** Data supplied follows **
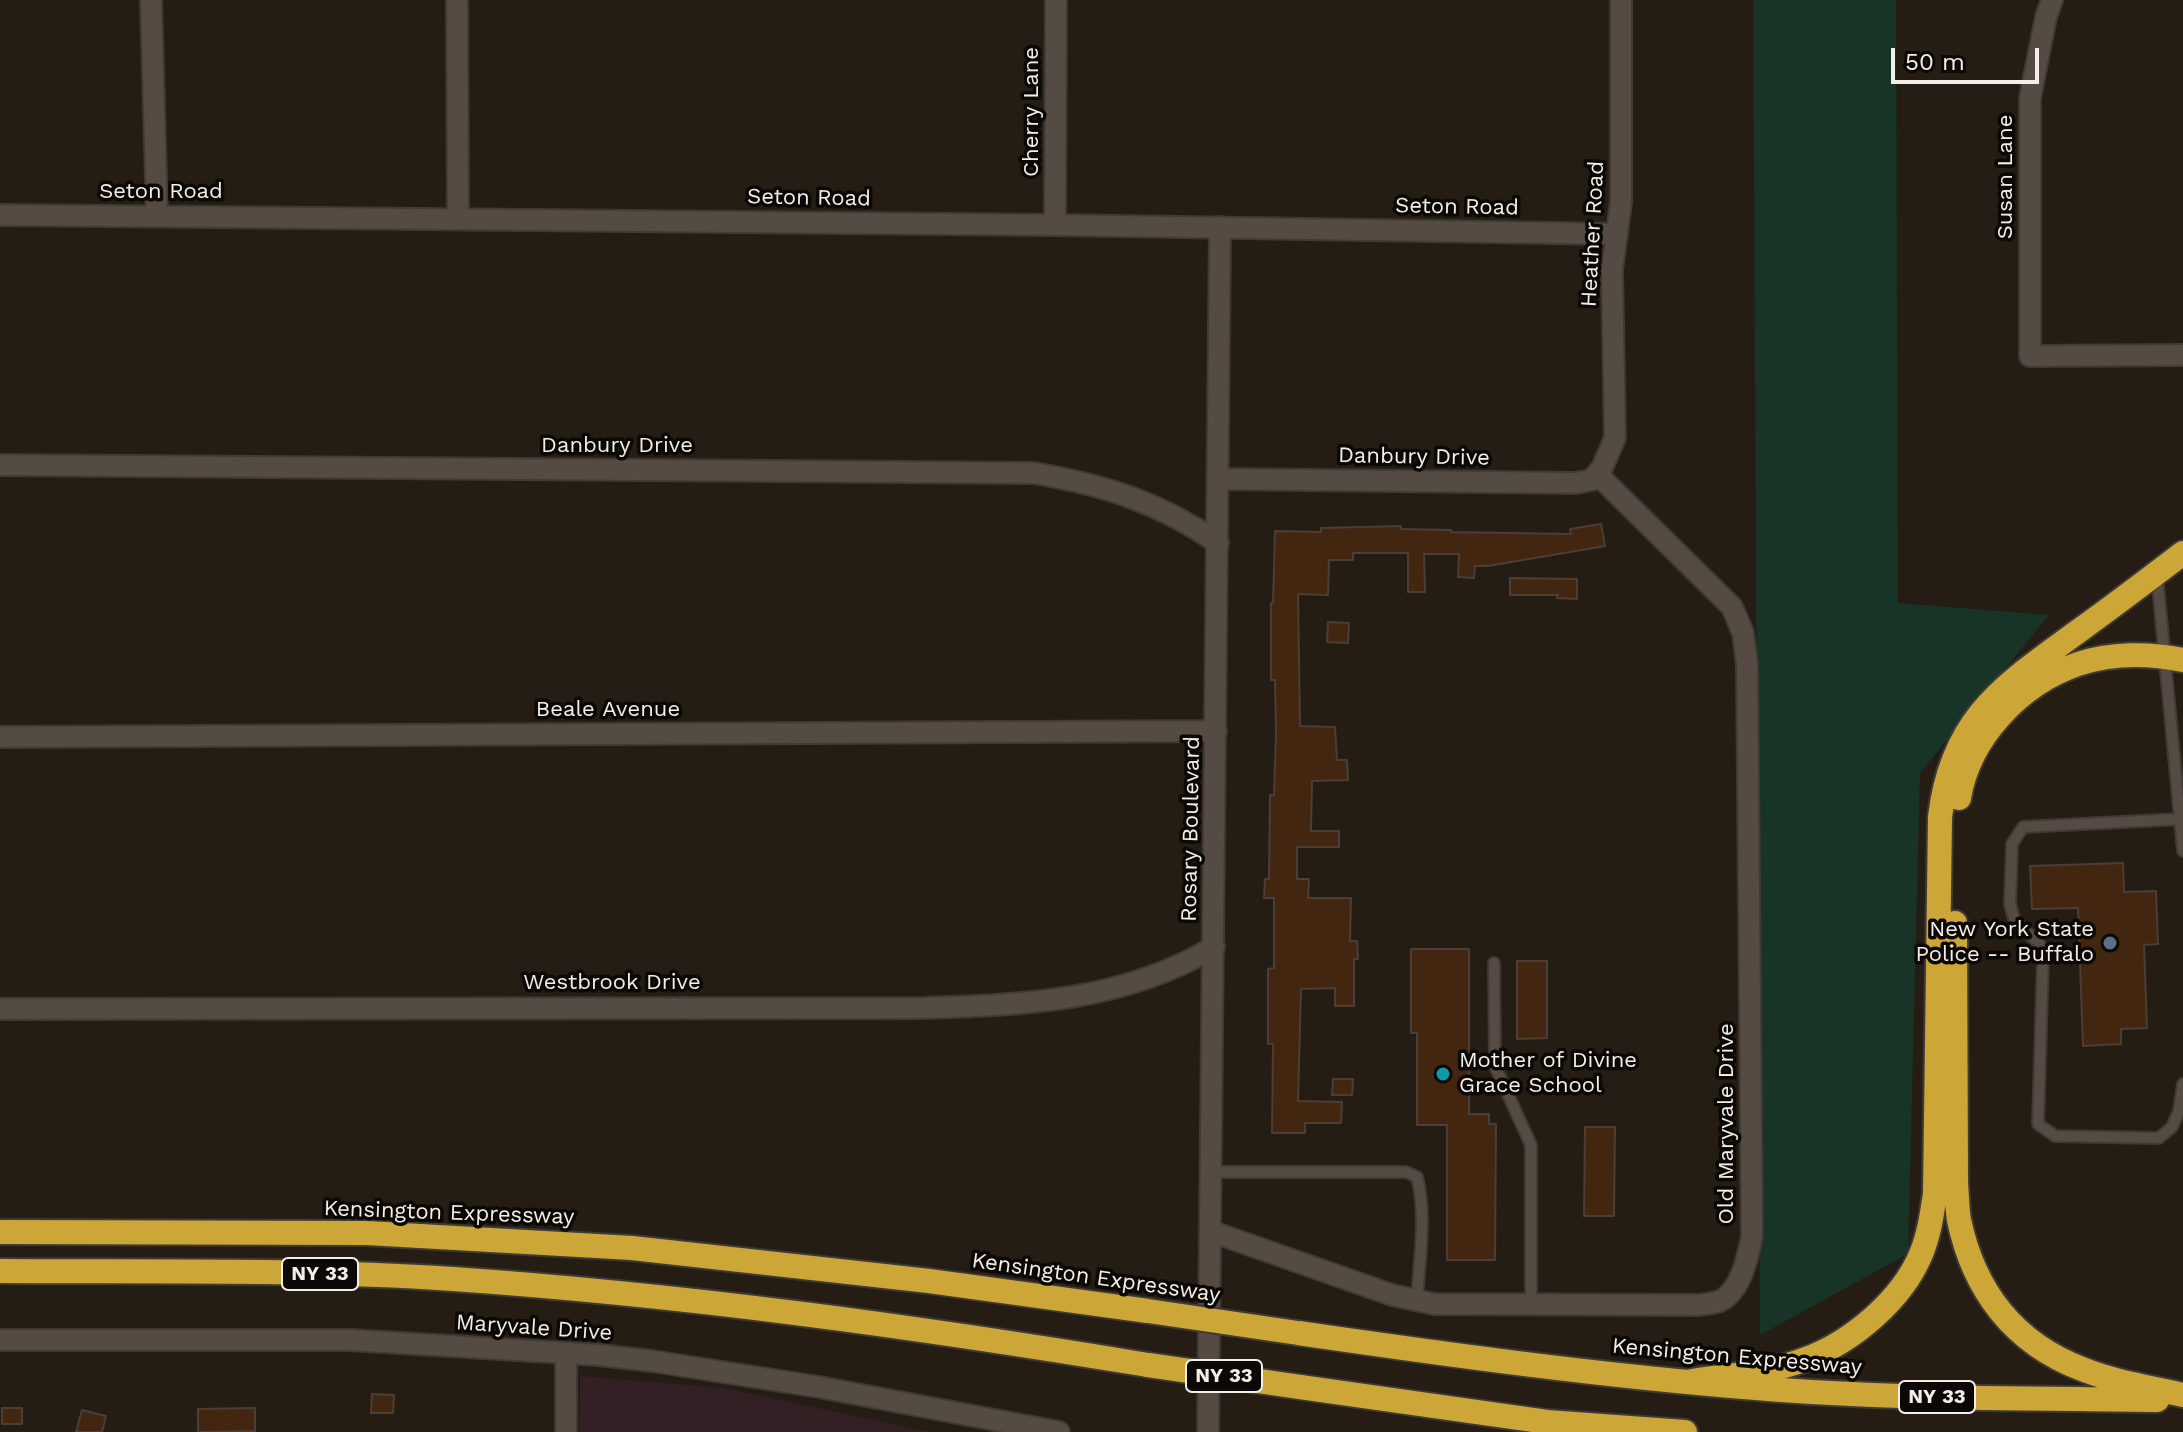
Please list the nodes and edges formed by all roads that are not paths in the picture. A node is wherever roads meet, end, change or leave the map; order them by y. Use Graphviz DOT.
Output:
** End of Data supplied **
** Data supplied follows **
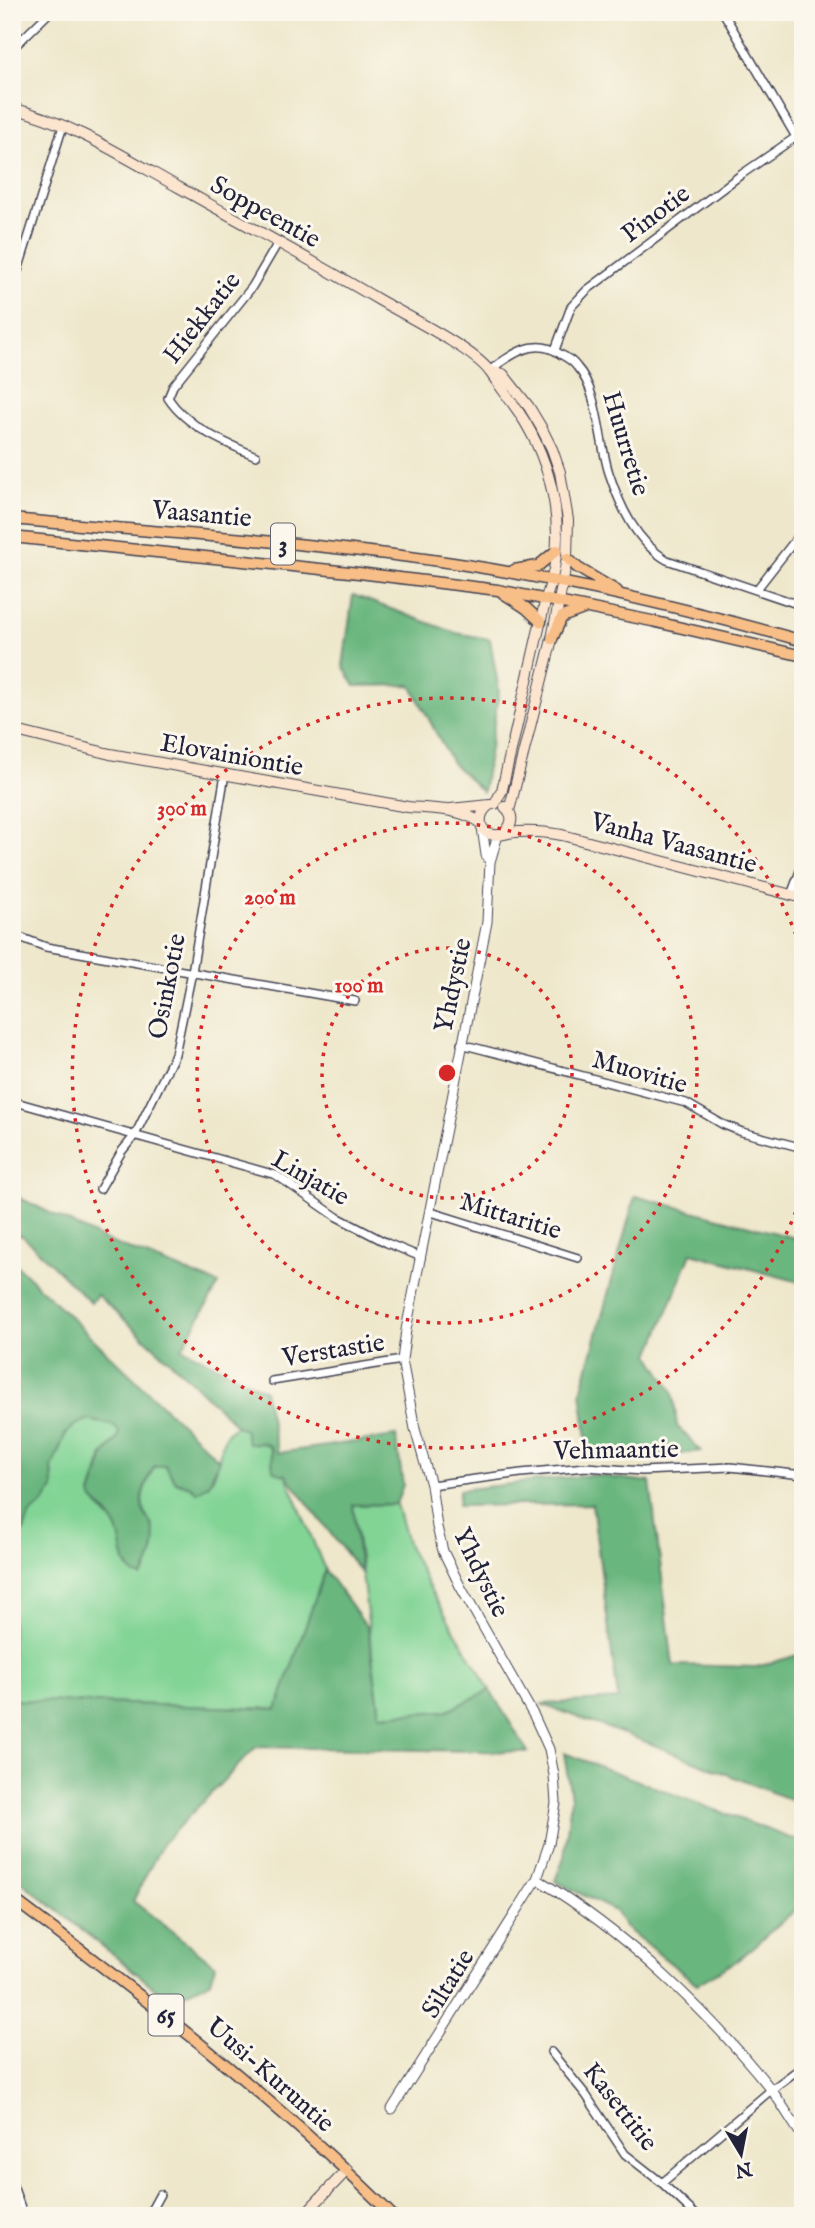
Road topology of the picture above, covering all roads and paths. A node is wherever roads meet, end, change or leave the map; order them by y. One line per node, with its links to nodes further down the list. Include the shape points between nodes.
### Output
** End of Data supplied **
** Data supplied follows **
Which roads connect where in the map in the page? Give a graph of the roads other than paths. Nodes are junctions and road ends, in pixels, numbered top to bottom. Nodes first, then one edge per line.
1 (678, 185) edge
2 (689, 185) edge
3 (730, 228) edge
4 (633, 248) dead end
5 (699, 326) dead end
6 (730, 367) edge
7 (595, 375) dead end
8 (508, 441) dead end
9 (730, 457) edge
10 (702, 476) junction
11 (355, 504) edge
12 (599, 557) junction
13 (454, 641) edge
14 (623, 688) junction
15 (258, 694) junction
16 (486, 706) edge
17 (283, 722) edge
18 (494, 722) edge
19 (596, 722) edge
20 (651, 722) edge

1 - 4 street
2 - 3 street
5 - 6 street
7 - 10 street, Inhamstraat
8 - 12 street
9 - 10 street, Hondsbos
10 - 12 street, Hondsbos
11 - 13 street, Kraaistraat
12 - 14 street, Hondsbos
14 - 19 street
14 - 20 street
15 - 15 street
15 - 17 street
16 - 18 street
** End of Data supplied **
*About this task*.
Pull every line containing "leave" from the entries above and copy it.

*Finished task*.
Please list the nodes and edges formed by all roads that are not paths in the picture. A node is wherever roads meet, end, change or leave the map; order them by y. Use Graphviz DOT.
Road topology of the picture above, covering all roads and paths. A node is wherever roads meet, end, change or leave the map; order them by y. One line per node, with its links to nodes further down the list. Include the shape points between nodes.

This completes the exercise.